(Records from a data source)
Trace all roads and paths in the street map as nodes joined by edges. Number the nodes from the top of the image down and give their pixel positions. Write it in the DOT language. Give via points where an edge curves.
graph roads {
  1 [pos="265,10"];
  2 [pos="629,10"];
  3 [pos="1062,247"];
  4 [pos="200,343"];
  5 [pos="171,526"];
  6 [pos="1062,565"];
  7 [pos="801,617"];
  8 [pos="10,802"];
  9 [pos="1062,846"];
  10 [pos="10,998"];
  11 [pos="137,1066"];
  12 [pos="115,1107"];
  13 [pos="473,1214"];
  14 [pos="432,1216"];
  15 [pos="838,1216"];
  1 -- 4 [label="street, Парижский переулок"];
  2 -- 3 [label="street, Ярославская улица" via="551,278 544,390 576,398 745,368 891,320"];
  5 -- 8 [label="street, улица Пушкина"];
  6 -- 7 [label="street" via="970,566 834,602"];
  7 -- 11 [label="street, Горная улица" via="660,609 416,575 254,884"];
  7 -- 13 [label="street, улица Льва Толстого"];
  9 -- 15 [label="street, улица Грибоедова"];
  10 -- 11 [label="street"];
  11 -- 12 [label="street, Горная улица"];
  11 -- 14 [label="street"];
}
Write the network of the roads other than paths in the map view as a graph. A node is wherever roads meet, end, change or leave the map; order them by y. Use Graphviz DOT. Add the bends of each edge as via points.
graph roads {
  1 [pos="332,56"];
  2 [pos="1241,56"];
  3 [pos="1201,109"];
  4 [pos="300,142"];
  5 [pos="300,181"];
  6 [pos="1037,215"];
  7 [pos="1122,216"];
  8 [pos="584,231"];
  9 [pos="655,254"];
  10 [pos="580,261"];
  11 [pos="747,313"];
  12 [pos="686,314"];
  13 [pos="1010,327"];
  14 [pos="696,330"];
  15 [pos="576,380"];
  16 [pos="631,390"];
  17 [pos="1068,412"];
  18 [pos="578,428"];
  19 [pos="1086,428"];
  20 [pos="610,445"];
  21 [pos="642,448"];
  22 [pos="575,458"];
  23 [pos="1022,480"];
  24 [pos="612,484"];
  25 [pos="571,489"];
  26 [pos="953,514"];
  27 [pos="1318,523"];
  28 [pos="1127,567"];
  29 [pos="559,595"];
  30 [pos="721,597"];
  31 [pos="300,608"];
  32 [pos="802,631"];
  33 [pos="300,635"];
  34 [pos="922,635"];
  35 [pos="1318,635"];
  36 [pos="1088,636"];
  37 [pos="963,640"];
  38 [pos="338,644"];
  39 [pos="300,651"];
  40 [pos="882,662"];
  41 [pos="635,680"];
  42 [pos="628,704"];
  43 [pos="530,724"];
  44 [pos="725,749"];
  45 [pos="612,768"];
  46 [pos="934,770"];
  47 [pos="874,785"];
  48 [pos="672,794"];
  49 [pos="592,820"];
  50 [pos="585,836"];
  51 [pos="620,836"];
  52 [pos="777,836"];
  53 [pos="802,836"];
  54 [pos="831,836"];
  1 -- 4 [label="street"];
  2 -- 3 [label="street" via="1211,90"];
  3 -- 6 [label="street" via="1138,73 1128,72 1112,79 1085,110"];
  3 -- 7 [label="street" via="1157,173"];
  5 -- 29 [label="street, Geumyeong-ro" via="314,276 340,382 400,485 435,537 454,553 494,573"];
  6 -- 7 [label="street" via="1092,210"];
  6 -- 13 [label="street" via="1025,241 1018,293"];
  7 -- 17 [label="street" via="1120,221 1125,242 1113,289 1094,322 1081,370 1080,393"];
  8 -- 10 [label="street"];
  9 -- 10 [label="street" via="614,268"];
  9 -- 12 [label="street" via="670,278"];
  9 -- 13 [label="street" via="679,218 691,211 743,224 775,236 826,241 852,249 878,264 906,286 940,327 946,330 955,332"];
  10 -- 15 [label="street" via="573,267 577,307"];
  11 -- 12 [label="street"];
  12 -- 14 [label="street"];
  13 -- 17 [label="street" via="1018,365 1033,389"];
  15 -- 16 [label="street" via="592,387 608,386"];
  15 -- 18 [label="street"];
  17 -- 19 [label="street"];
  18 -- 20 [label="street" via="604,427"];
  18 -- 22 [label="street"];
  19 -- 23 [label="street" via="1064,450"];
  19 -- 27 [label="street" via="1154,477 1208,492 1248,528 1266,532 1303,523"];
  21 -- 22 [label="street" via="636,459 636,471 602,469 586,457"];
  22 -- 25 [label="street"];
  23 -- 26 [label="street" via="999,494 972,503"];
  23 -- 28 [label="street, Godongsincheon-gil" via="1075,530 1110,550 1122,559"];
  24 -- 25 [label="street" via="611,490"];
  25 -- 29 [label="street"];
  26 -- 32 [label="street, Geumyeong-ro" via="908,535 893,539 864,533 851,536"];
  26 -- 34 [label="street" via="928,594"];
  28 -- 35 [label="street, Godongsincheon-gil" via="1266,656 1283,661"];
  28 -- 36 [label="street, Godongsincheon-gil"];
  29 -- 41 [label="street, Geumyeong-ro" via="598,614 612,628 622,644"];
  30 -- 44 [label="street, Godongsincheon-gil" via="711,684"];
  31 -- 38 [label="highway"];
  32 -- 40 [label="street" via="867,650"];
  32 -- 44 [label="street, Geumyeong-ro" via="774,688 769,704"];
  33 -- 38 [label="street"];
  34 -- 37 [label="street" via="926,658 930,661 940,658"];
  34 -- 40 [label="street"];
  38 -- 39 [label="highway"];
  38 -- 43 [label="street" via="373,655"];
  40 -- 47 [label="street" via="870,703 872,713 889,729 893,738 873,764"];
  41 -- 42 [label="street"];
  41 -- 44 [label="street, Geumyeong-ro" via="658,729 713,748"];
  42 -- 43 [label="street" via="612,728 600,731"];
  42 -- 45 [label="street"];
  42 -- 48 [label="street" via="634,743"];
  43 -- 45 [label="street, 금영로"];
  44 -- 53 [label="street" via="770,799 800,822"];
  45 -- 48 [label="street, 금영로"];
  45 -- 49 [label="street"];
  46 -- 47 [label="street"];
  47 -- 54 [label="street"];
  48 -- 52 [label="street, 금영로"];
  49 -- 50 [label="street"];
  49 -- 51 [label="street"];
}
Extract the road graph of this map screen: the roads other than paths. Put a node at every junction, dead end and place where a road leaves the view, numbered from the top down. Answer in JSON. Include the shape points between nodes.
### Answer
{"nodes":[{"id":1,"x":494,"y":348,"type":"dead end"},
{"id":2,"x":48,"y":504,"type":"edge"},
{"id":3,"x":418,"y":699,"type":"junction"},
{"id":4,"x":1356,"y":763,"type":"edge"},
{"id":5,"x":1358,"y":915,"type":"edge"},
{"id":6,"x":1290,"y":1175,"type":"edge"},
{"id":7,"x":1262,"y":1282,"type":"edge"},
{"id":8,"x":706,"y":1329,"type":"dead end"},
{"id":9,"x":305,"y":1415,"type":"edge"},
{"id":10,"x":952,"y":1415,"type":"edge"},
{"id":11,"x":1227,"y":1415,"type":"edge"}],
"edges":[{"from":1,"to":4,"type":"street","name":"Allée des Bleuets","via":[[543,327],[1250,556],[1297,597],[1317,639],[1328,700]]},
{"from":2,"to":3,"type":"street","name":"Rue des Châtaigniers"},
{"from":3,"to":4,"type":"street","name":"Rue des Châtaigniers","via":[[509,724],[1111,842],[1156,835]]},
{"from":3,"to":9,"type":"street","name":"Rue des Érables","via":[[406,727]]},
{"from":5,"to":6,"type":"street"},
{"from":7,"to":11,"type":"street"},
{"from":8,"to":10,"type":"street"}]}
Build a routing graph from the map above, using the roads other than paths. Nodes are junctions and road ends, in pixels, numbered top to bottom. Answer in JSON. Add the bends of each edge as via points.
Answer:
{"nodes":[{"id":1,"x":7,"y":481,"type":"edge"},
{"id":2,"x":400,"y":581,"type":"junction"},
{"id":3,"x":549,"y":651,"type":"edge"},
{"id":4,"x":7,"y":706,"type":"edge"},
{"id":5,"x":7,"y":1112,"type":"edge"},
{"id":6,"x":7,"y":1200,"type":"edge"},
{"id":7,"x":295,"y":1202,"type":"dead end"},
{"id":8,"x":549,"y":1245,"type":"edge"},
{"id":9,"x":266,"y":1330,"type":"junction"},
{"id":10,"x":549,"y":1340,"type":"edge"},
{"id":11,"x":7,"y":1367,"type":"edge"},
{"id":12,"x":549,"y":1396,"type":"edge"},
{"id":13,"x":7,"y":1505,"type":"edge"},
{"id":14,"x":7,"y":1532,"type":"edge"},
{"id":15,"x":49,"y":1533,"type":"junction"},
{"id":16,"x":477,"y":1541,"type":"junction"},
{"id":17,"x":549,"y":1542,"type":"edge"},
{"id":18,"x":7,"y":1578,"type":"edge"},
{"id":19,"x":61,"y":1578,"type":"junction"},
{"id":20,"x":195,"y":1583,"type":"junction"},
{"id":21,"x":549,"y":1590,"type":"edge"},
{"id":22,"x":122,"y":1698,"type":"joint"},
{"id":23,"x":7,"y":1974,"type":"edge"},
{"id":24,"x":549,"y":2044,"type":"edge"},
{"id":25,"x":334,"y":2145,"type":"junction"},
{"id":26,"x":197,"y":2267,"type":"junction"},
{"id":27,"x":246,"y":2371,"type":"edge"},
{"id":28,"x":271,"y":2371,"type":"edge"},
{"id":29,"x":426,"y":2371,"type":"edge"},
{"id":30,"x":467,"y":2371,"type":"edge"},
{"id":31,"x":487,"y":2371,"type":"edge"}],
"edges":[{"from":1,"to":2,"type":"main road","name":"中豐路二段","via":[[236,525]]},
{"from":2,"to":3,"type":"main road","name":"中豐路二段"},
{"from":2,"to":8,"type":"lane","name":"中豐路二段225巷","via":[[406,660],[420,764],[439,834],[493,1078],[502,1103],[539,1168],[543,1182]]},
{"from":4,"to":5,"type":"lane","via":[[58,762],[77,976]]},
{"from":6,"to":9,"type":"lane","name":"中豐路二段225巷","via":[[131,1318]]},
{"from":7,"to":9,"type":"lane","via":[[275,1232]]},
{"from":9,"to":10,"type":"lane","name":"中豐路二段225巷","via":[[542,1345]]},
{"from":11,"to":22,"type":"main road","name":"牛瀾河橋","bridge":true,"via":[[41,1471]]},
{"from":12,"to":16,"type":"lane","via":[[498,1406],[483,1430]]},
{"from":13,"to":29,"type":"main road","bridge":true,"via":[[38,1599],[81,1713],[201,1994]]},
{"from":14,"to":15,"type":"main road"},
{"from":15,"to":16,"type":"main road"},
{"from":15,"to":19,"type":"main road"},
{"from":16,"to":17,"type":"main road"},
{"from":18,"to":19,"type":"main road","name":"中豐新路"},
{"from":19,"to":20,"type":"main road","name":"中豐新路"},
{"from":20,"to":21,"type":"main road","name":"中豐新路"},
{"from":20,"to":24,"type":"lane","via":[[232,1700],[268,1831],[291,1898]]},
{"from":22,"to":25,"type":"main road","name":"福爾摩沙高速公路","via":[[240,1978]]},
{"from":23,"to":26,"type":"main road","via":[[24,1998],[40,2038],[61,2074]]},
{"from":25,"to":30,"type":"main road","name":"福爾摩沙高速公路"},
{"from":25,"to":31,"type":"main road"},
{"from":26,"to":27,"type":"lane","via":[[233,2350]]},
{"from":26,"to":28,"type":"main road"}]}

_What is being asked:_
Filter the data for the string "Godongsincheon". Copy each matching line.

_Your response:_
  23 -- 28 [label="street, Godongsincheon-gil" via="1075,530 1110,550 1122,559"];
  28 -- 35 [label="street, Godongsincheon-gil" via="1266,656 1283,661"];
  28 -- 36 [label="street, Godongsincheon-gil"];
  30 -- 44 [label="street, Godongsincheon-gil" via="711,684"];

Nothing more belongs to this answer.